The Associated Press, hardly an anti-Hillary venue, has a fascinating story on just how much forethought went into the putative Democratic presidential nominee’s hiding her official email from scrutiny.

The AP reports:

The computer server that transmitted and received Hillary Clinton's emails – on a private account she used exclusively for official business when she was secretary of state – traced back to an Internet service registered to her family's home in Chappaqua, New York, according to Internet records reviewed by The Associated Press.

The highly unusual practice of a Cabinet-level official physically running her own email would have given Clinton, the presumptive Democratic presidential candidate, impressive control over limiting access to her message archives. It also would distinguish Clinton's secretive email practices as far more sophisticated than some politicians, including Mitt Romney and Sarah Palin, who were caught conducting official business using free email services operated by Microsoft Corp. and Yahoo Inc….

Operating her own server would have afforded Clinton additional legal opportunities to block government or private subpoenas in criminal, administrative or civil cases because her lawyers could object in court before being forced to turn over any emails.

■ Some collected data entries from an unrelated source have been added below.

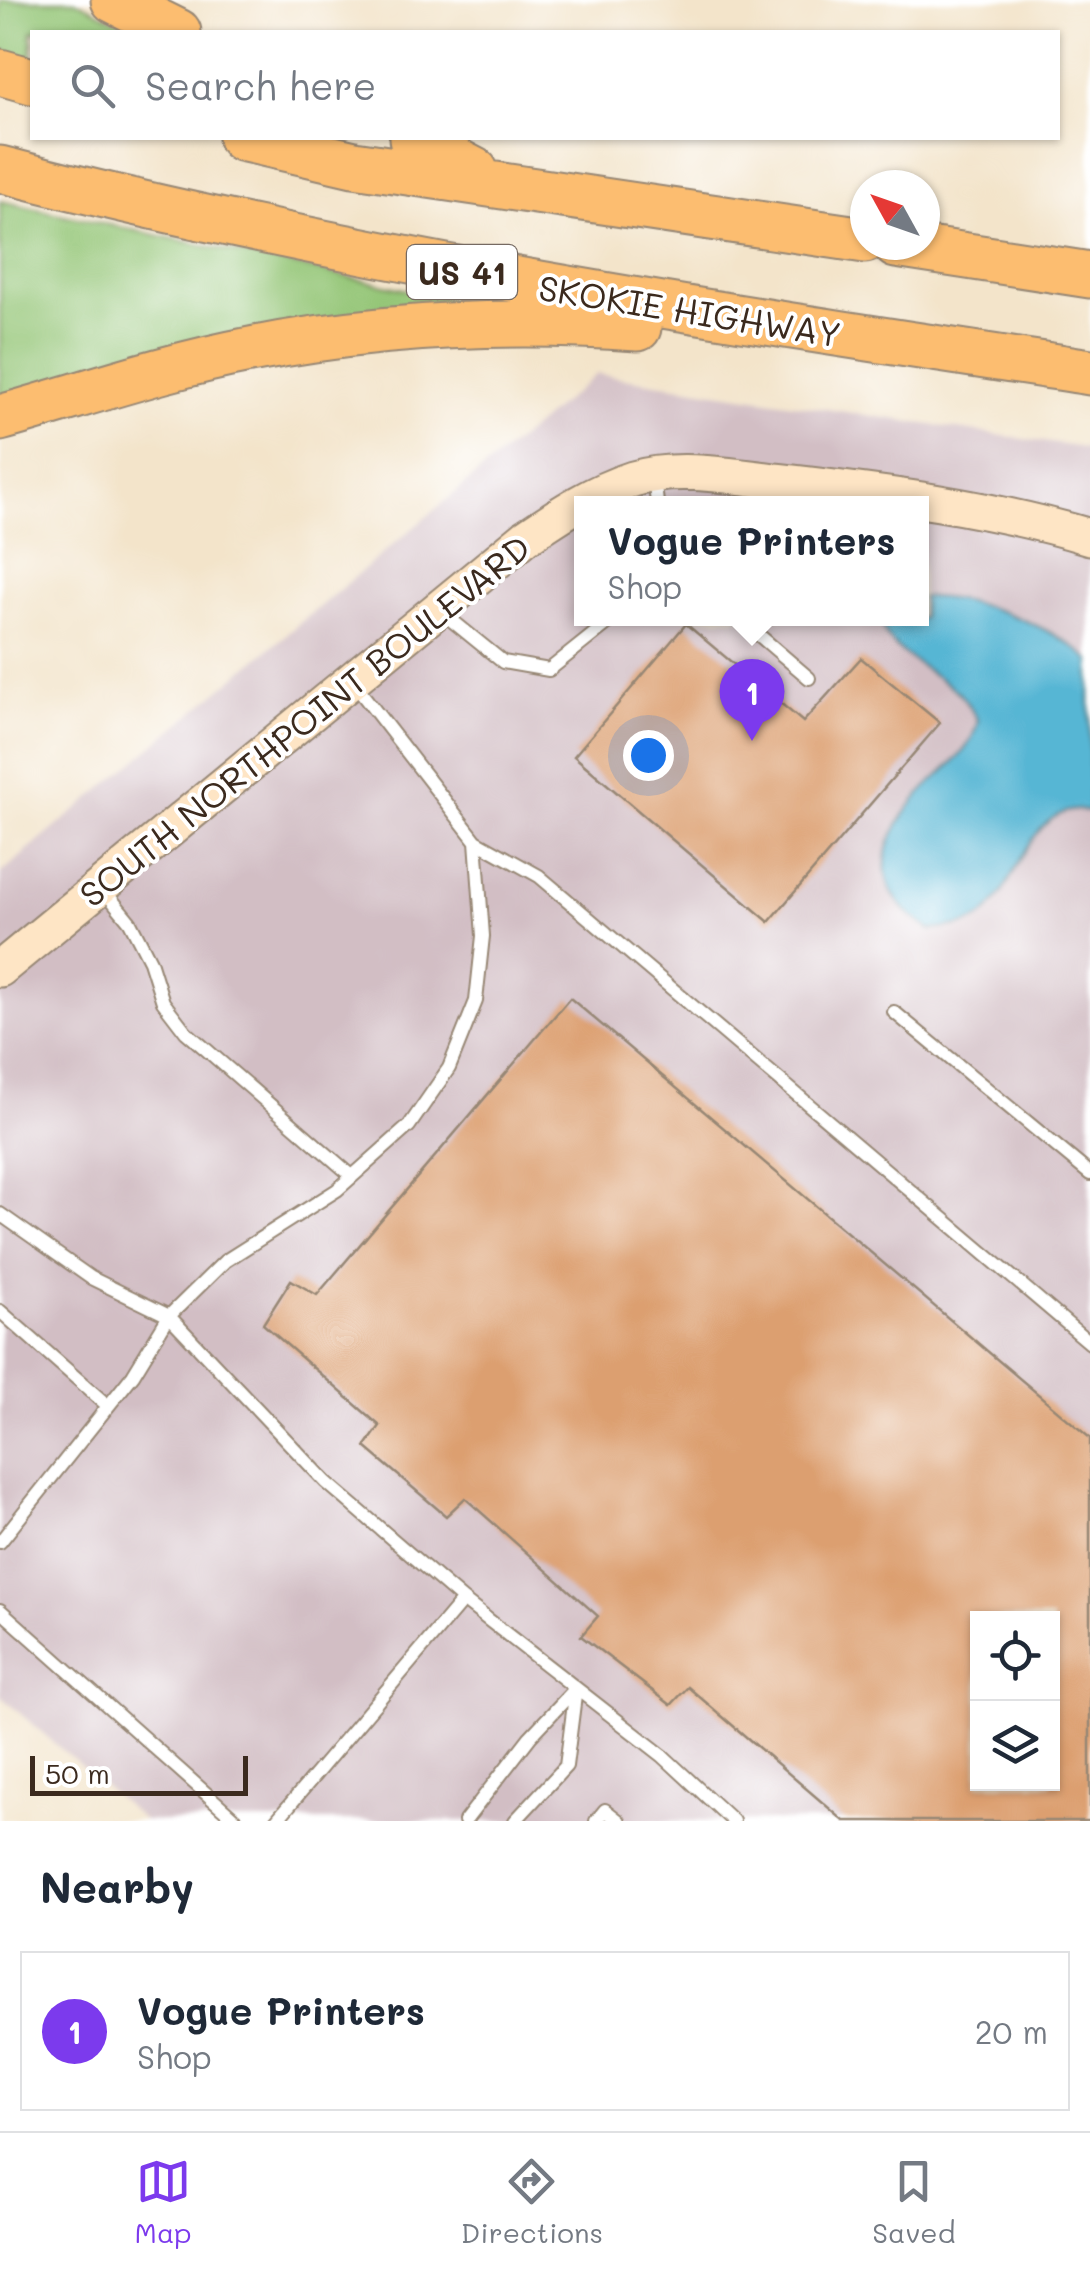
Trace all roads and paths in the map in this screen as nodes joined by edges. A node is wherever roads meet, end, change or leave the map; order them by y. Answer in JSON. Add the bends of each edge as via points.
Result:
{"nodes":[{"id":1,"x":114,"y":0,"type":"edge"},
{"id":2,"x":174,"y":30,"type":"edge"},
{"id":3,"x":0,"y":72,"type":"edge"},
{"id":4,"x":30,"y":80,"type":"edge"},
{"id":5,"x":250,"y":140,"type":"edge"},
{"id":6,"x":416,"y":140,"type":"edge"},
{"id":7,"x":0,"y":169,"type":"edge"},
{"id":8,"x":504,"y":185,"type":"junction"},
{"id":9,"x":850,"y":238,"type":"edge"},
{"id":10,"x":940,"y":252,"type":"edge"},
{"id":11,"x":1090,"y":274,"type":"edge"},
{"id":12,"x":929,"y":348,"type":"junction"},
{"id":13,"x":1090,"y":372,"type":"edge"},
{"id":14,"x":0,"y":418,"type":"edge"},
{"id":15,"x":655,"y":490,"type":"edge"},
{"id":16,"x":591,"y":496,"type":"edge"},
{"id":17,"x":903,"y":496,"type":"edge"},
{"id":18,"x":929,"y":501,"type":"edge"},
{"id":19,"x":574,"y":506,"type":"edge"},
{"id":20,"x":1090,"y":537,"type":"edge"},
{"id":21,"x":437,"y":609,"type":"junction"},
{"id":22,"x":604,"y":626,"type":"edge"},
{"id":23,"x":748,"y":626,"type":"edge"},
{"id":24,"x":809,"y":678,"type":"dead end"},
{"id":25,"x":350,"y":679,"type":"junction"},
{"id":26,"x":476,"y":841,"type":"junction"},
{"id":27,"x":102,"y":886,"type":"junction"},
{"id":28,"x":0,"y":968,"type":"edge"},
{"id":29,"x":894,"y":1012,"type":"dead end"},
{"id":30,"x":1090,"y":1174,"type":"edge"},
{"id":31,"x":352,"y":1176,"type":"junction"},
{"id":32,"x":0,"y":1214,"type":"edge"},
{"id":33,"x":0,"y":1312,"type":"edge"},
{"id":34,"x":169,"y":1316,"type":"junction"},
{"id":35,"x":1090,"y":1343,"type":"edge"},
{"id":36,"x":108,"y":1406,"type":"junction"},
{"id":37,"x":0,"y":1542,"type":"edge"},
{"id":38,"x":463,"y":1600,"type":"junction"},
{"id":39,"x":0,"y":1610,"type":"edge"},
{"id":40,"x":576,"y":1688,"type":"junction"},
{"id":41,"x":238,"y":1821,"type":"edge"},
{"id":42,"x":276,"y":1821,"type":"edge"},
{"id":43,"x":465,"y":1821,"type":"edge"},
{"id":44,"x":515,"y":1821,"type":"edge"},
{"id":45,"x":596,"y":1821,"type":"edge"},
{"id":46,"x":619,"y":1821,"type":"edge"},
{"id":47,"x":733,"y":1821,"type":"edge"}],
"edges":[{"from":1,"to":2,"type":"highway"},
{"from":3,"to":4,"type":"highway"},
{"from":5,"to":8,"type":"highway","via":[[354,164]]},
{"from":6,"to":8,"type":"highway"},
{"from":7,"to":12,"type":"highway","name":"SKOKIE HIGHWAY","number":"US 41","via":[[462,272]]},
{"from":8,"to":9,"type":"highway"},
{"from":10,"to":11,"type":"highway"},
{"from":12,"to":13,"type":"highway","name":"SKOKIE HIGHWAY","number":"US 41"},
{"from":12,"to":14,"type":"highway","via":[[566,323],[464,324],[249,350]]},
{"from":15,"to":16,"type":"street","name":"SOUTH NORTHPOINT BOULEVARD","via":[[636,478]]},
{"from":15,"to":17,"type":"street","name":"SOUTH NORTHPOINT BOULEVARD","via":[[700,473]]},
{"from":18,"to":20,"type":"street","name":"SOUTH NORTHPOINT BOULEVARD"},
{"from":19,"to":21,"type":"street","name":"SOUTH NORTHPOINT BOULEVARD"},
{"from":21,"to":22,"type":"lane","via":[[503,662],[550,670]]},
{"from":21,"to":25,"type":"street","name":"SOUTH NORTHPOINT BOULEVARD"},
{"from":23,"to":24,"type":"lane"},
{"from":25,"to":26,"type":"lane"},
{"from":25,"to":27,"type":"street","name":"SOUTH NORTHPOINT BOULEVARD"},
{"from":26,"to":31,"type":"lane","via":[[483,936],[476,1000],[449,1068],[409,1126]]},
{"from":26,"to":35,"type":"lane","via":[[539,876]]},
{"from":27,"to":28,"type":"street","name":"SOUTH NORTHPOINT BOULEVARD"},
{"from":27,"to":31,"type":"lane","via":[[130,922],[164,1002],[186,1032]]},
{"from":29,"to":30,"type":"lane"},
{"from":31,"to":34,"type":"lane","via":[[225,1261]]},
{"from":32,"to":34,"type":"lane","via":[[91,1278]]},
{"from":33,"to":36,"type":"lane"},
{"from":34,"to":36,"type":"lane"},
{"from":34,"to":38,"type":"lane","via":[[326,1482]]},
{"from":36,"to":37,"type":"lane"},
{"from":38,"to":40,"type":"lane"},
{"from":38,"to":42,"type":"lane"},
{"from":39,"to":41,"type":"lane"},
{"from":40,"to":43,"type":"lane"},
{"from":40,"to":44,"type":"lane","via":[[566,1766]]},
{"from":40,"to":47,"type":"lane"},
{"from":45,"to":46,"type":"lane","via":[[605,1810]]}]}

From what we know, particularly the startling information in this AP report, Mrs. Clinton, who set up the account on the eve of her confirmation hearings to be secretary of state, set about establishing a wall of secrecy with a great degree of purpose. It is as if a candidate for the highest office wanted to make sure that not everything she did in the capacity of our top diplomat was discoverable by the public?

It is against the law for a public official to conduct public business on a private email account. Mark Hemingway points out that, given Mrs. Clinton’s trouble with keeping track of records in the 1990s, she could hardly be unaware of the legal problems. There are security concerns about a secretary of state’s emails being on a homebrew email service.

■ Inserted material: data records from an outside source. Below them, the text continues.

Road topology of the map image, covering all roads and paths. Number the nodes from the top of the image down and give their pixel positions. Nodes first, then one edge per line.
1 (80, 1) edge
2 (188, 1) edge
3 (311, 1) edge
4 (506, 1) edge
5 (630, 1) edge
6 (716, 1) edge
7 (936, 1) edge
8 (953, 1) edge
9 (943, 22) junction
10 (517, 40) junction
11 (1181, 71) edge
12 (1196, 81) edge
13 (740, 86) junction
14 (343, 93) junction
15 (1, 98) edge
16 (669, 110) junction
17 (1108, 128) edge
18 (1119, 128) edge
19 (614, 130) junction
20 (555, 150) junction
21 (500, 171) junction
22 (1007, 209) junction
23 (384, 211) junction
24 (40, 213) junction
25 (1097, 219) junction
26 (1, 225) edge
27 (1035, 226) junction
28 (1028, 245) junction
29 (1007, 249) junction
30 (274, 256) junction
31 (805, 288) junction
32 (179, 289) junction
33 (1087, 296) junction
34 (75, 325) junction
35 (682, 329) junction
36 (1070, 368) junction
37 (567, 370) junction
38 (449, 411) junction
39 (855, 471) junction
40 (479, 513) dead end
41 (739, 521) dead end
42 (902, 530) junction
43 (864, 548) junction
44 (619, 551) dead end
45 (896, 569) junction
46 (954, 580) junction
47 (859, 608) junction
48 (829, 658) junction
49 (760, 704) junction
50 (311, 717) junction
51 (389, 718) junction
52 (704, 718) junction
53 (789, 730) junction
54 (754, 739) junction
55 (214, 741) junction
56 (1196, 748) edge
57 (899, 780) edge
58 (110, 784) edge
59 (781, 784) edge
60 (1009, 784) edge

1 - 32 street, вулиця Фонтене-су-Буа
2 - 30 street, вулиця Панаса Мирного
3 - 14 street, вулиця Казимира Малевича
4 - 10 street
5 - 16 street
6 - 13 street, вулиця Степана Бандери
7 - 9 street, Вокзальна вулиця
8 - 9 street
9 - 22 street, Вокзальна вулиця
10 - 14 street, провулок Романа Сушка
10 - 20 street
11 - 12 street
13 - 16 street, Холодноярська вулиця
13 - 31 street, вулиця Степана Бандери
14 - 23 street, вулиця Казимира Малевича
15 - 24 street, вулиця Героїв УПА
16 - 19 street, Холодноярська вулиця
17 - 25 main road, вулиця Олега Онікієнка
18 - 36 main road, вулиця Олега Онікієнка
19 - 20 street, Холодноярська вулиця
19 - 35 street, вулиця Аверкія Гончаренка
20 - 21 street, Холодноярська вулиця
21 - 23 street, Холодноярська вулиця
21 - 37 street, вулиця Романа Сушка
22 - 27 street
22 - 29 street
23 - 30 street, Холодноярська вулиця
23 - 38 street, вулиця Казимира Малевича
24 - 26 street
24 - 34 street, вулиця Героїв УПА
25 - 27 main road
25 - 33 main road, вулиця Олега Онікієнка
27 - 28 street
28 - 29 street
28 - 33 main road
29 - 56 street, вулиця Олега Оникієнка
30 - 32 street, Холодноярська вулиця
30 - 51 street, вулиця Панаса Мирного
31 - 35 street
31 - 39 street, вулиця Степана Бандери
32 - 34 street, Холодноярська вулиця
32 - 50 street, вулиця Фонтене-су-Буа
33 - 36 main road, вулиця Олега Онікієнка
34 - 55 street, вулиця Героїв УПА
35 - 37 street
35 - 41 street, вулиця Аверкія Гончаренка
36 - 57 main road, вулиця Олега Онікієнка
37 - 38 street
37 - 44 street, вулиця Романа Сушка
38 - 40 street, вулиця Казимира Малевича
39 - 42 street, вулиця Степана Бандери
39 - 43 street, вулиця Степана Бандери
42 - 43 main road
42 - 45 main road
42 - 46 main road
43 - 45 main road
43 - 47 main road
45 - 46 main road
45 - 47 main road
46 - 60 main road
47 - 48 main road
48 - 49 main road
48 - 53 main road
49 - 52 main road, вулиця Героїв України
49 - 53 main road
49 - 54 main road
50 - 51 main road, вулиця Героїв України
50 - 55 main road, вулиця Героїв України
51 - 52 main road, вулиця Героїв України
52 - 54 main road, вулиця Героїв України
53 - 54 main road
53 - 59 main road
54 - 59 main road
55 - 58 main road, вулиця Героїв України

The discovery of the former secretary email system also raises serious questions about her transparency with regard to the Benghazi massacre of four Americans, including our ambassador, and Mrs. Clinton’s response. Hemingway writes:

But one aspect of this story that deserves special focus is what this revelation about the former secretary of state's peculiar email habits tell us about how thorough the investigations of Benghazi have been to date. Indeed, the notion that investigators did not have access to Hillary Clinton's email would suggest that investigators lacked crucial information. And yet, the media largely bought the spin from Clinton's camp and the White House that GOP investigations into Benghazi had crossed into overreach. Journalists even propagated a cutesy social media gimmick to make this point. …

Now the question is, what else about Benghazi do we not know? The Times report also includes this remarkable detail: "It was only two months ago, in response to a new State Department effort to comply with federal record-keeping practices, that Mrs. Clinton’s advisers reviewed tens of thousands of pages of her personal emails and decided which ones to turn over to the State Department." In other words, Hillary Clinton was allowed to decide which of her emails she would turn over to the State Department. It seems very unlikely that any of those emails would happen to provide evidence of any incriminating behavior.

At the State Department, shielding Hillary Clinton from Benghazi scrutiny has been standard operating procedure since the beginning. In her most recent book, Hard Choices, Clinton presented the findings of the State Department's Administrative Review Board (ARB) as central to her defense of her conduct regarding Benghazi. And should Benghazi come up again in, say, a presidential campaign, it seems likely that Clinton would also point to the ARB for exoneration. So then, it's worth pointing out again that the ARB was deeply, deeply flawed.

Among other things, the ARB report, for which the secretary of state was not even interviewed before being exonerated, didn’t even have access to her emails.

What this betrays to me is that Mrs. Clinton, rather than regarding her office as an opportunity to serve her country, regarded it as an opportunity to serve herself by positioning herself for the presidency. Never mind the public’s right to be assured that there are records of her tenure at the Department of State, the point for Mrs. Clinton seems to have been Mrs. Clinton.

Such secretive and high-handed behavior would likely put finished to any other presidential hopeful, but this is Hillary Clinton.

Still, some Democrats must be becoming at least slightly apprehensive in the lead up to the coronation. A lot will depend for Republicans on having a standard bearer who is not afraid to exploit Mrs. Clinton’s weaknesses—and this email scandal is a biggie—at the risk of being smeared as anti-woman.